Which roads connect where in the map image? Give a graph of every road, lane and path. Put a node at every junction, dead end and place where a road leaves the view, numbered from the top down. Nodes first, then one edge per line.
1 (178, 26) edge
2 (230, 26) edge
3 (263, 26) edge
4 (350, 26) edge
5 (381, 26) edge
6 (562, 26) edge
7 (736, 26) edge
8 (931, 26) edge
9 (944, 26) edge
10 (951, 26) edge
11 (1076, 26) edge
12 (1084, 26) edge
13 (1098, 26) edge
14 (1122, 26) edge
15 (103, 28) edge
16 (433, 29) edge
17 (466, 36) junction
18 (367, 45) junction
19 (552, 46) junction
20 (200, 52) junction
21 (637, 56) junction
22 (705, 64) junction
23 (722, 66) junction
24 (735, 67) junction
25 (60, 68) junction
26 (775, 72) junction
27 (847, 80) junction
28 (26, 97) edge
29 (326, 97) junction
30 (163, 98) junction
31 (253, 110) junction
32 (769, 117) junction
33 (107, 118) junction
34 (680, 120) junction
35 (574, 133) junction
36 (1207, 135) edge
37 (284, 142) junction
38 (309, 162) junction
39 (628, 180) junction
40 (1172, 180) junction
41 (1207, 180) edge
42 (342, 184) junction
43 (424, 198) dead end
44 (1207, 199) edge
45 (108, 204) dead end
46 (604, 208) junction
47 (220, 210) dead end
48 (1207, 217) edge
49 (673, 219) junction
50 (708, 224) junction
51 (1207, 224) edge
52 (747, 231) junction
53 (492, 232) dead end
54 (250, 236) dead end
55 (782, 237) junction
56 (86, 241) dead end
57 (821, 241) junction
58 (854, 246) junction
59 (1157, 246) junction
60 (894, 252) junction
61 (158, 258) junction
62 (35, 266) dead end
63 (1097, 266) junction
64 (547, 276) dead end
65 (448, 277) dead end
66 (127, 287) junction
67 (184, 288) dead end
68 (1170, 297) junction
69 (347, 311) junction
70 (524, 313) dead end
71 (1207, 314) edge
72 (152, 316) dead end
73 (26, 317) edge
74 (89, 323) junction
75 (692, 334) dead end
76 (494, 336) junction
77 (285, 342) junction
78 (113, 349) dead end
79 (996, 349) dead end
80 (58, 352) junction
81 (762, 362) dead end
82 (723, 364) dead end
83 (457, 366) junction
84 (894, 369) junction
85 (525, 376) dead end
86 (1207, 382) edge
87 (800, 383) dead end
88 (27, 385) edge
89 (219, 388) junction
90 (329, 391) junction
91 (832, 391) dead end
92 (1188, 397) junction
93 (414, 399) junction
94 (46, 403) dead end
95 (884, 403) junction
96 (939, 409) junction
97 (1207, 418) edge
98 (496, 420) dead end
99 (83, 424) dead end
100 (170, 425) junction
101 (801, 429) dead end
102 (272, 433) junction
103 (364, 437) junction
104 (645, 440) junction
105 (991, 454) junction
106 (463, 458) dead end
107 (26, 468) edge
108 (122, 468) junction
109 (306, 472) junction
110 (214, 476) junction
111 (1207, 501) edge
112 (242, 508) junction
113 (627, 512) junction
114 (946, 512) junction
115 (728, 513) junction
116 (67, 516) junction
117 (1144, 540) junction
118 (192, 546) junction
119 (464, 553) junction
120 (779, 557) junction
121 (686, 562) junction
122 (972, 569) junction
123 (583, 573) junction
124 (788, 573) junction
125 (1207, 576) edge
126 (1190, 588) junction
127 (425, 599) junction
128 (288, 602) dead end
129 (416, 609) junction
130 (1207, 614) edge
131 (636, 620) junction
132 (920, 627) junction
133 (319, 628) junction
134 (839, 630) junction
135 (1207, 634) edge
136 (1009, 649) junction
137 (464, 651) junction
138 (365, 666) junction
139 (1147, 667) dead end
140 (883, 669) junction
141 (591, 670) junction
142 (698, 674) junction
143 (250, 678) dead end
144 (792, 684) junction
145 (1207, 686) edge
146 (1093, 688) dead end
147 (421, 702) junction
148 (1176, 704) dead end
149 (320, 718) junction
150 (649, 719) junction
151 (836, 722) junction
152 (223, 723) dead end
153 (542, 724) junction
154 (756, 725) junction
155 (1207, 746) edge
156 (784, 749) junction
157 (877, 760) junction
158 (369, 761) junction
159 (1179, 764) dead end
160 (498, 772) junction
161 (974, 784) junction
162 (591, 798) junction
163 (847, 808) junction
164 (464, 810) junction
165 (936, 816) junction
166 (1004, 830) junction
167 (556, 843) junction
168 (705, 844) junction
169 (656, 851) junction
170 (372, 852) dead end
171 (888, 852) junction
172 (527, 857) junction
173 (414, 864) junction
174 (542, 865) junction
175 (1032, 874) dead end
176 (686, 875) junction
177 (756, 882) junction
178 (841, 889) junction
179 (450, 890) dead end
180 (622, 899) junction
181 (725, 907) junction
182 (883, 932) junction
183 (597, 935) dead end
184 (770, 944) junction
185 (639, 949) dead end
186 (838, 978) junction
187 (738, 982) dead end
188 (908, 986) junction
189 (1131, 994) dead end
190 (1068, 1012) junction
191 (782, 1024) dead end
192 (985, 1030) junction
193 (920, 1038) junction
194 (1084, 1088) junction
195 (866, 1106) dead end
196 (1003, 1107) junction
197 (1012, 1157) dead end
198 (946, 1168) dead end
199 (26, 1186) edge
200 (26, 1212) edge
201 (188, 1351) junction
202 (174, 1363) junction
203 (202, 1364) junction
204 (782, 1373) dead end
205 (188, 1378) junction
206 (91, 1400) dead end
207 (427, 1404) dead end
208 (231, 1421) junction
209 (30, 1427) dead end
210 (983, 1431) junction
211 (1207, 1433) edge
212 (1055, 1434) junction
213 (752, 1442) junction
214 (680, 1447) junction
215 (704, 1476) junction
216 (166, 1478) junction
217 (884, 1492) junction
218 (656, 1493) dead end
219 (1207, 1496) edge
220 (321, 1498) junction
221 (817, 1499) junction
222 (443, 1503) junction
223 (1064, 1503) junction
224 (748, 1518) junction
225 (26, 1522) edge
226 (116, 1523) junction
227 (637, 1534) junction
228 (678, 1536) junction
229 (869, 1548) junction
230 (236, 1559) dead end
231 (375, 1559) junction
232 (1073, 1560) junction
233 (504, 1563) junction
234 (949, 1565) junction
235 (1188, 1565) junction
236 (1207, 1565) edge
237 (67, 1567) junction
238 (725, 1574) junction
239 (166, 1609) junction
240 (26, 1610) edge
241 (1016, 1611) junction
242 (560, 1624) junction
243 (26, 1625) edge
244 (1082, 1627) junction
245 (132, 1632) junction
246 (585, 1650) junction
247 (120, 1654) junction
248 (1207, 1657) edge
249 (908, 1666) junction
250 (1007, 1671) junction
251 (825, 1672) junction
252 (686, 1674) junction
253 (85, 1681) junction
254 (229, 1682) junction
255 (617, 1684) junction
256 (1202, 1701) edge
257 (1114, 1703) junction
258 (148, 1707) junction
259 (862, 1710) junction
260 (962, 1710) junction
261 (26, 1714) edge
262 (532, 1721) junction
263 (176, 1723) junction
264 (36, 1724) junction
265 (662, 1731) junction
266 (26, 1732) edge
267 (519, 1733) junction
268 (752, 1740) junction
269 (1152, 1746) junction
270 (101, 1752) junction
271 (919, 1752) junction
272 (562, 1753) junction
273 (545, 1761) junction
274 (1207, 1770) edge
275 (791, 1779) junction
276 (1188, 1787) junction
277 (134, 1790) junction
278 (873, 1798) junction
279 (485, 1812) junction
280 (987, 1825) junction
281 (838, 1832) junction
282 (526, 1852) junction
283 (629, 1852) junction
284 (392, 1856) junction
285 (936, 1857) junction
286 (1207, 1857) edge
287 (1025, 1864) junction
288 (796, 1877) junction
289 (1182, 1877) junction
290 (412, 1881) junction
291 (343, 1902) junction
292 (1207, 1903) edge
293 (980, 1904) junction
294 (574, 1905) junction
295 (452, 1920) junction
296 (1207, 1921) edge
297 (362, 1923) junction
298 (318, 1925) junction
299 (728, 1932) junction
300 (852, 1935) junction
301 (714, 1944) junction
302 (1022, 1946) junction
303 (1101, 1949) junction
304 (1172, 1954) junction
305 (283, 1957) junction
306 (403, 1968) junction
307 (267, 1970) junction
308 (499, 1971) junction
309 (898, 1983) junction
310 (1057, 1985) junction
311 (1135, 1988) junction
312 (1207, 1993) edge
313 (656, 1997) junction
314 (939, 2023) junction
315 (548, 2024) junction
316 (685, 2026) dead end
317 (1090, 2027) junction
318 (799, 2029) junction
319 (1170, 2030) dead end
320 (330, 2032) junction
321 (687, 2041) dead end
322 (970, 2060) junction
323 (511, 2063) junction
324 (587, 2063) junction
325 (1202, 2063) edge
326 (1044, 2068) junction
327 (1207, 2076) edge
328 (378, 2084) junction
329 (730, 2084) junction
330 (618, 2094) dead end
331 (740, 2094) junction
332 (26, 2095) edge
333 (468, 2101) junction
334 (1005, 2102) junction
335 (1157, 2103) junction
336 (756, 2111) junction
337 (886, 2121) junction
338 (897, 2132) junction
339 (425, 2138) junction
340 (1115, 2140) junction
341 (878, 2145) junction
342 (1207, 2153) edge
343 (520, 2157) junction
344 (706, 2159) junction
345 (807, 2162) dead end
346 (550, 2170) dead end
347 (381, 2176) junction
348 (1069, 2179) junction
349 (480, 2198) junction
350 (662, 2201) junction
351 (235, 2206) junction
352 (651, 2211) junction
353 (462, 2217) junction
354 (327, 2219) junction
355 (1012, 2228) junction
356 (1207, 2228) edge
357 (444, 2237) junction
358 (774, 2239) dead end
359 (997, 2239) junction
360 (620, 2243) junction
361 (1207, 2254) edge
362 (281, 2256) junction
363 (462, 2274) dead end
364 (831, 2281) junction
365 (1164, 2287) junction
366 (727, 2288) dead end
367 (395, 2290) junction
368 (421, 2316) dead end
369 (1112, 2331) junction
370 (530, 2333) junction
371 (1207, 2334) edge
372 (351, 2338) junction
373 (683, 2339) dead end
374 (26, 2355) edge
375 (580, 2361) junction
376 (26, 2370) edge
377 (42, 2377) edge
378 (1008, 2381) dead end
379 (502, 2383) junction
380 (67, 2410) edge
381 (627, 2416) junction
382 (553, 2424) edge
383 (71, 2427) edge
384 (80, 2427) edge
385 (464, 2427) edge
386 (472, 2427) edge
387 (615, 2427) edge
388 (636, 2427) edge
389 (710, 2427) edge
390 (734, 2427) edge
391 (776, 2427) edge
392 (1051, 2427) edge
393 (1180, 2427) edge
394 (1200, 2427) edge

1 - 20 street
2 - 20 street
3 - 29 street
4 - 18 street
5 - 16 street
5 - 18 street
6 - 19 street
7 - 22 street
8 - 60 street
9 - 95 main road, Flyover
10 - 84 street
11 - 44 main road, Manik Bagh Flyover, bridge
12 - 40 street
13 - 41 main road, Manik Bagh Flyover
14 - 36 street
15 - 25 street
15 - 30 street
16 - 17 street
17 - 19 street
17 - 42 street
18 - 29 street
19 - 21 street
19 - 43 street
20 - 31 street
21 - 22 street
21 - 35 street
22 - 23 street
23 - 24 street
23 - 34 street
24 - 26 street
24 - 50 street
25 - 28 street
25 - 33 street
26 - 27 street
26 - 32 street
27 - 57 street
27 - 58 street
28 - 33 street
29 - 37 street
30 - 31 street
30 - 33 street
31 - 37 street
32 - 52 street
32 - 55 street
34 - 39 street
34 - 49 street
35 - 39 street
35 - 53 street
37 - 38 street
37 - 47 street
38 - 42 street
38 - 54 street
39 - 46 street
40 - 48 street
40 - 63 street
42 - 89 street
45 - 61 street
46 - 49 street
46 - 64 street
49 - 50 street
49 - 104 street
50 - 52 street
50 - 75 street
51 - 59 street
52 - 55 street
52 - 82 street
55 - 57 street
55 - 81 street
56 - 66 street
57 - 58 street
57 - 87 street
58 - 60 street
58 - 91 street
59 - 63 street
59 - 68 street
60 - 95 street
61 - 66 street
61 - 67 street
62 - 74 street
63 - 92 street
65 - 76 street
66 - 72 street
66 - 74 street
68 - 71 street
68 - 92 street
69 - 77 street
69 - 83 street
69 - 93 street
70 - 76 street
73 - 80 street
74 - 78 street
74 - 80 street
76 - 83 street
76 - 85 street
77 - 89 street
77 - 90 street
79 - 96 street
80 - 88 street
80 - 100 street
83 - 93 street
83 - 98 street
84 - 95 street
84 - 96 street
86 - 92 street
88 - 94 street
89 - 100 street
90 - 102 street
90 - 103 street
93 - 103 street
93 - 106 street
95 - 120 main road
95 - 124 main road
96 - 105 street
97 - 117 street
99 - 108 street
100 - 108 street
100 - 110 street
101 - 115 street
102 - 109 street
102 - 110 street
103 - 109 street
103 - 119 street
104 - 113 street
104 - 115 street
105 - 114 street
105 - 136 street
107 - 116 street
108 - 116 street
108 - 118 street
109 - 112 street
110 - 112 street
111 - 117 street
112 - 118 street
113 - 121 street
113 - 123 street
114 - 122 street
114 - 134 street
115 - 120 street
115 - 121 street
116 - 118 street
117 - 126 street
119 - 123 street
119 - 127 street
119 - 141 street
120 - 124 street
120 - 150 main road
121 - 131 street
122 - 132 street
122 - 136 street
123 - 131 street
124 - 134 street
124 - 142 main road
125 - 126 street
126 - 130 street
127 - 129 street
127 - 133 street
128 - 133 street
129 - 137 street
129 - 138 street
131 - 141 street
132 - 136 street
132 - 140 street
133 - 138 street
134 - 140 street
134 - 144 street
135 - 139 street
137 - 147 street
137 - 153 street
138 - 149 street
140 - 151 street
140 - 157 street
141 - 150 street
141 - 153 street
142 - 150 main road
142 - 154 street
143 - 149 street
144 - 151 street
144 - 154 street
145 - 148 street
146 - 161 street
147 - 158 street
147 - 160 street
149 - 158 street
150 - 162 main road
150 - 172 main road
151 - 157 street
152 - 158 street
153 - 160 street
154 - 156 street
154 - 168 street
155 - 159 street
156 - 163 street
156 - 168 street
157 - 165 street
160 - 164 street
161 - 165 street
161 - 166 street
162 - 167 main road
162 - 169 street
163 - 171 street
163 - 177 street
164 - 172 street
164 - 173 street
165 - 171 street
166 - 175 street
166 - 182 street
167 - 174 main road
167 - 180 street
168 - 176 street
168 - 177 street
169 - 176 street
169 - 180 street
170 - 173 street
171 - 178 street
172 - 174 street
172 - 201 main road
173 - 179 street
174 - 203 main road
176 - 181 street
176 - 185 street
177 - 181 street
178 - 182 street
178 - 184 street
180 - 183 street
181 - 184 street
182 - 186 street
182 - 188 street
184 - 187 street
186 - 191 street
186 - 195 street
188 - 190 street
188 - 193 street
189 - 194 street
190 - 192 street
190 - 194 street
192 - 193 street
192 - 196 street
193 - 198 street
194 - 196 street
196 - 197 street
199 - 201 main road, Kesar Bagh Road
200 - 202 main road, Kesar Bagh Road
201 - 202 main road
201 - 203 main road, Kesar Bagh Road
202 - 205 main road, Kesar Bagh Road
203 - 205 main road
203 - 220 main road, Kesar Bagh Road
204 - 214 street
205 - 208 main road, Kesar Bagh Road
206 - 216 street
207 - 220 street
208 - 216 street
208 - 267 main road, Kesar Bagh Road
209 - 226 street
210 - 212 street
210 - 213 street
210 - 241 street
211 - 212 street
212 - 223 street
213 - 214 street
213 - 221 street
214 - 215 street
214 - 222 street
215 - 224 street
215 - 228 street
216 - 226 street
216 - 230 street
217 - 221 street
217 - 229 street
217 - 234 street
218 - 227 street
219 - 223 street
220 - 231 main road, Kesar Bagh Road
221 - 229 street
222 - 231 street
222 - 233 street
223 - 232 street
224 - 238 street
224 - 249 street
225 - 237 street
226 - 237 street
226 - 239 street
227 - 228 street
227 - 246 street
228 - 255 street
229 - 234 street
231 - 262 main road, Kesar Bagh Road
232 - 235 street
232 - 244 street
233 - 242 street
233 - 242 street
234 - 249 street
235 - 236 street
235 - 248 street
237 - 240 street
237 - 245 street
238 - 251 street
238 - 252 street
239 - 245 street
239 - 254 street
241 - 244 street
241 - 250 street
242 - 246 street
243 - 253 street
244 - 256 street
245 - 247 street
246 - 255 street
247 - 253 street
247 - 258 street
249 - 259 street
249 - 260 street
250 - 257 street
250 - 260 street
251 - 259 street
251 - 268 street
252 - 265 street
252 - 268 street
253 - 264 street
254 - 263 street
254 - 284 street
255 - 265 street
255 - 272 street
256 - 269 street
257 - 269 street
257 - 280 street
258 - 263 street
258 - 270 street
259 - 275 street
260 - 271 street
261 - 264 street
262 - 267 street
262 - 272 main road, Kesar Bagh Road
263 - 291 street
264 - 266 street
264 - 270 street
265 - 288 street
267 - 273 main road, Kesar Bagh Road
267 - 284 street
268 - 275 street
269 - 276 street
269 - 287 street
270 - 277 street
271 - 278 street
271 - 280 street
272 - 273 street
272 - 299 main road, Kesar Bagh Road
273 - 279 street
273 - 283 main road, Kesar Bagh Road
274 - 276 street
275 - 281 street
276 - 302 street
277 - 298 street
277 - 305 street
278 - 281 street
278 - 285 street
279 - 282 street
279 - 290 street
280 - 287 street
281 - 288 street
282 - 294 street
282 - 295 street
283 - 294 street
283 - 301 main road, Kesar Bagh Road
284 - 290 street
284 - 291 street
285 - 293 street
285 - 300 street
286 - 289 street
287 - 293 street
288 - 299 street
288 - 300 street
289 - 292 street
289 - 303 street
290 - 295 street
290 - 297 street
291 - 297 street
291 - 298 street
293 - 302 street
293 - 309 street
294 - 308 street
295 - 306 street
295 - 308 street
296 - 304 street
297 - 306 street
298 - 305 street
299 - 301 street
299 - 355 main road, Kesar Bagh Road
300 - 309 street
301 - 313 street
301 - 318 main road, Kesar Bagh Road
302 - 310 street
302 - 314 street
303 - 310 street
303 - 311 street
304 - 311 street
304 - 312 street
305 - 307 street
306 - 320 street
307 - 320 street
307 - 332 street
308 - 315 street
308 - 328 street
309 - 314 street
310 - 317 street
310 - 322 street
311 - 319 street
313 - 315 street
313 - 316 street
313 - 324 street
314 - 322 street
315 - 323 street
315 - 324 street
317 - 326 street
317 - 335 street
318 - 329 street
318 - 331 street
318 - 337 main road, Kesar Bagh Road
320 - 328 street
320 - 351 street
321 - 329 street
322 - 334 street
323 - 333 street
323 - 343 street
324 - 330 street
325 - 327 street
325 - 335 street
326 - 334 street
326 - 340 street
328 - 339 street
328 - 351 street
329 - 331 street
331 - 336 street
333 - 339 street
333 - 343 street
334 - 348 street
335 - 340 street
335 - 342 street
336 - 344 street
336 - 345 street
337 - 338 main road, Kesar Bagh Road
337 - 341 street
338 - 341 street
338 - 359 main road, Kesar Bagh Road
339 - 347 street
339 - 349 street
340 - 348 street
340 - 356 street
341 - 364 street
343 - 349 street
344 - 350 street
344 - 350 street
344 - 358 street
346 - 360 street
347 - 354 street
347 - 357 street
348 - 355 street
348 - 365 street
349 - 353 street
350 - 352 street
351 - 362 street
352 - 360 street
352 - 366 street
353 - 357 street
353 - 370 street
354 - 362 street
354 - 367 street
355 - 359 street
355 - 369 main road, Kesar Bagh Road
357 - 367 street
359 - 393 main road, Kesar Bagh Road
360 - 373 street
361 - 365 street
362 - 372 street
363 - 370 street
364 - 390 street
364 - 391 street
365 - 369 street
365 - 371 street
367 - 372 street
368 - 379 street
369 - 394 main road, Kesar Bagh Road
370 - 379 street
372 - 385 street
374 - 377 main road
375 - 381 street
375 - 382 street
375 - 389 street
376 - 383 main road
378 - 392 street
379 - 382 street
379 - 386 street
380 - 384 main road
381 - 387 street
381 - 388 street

WORK INSTRUCTION:
Which lines hold the word "Manik"? Return all of them from the records above.

THE COMPLETED TASK:
11 - 44 main road, Manik Bagh Flyover, bridge
13 - 41 main road, Manik Bagh Flyover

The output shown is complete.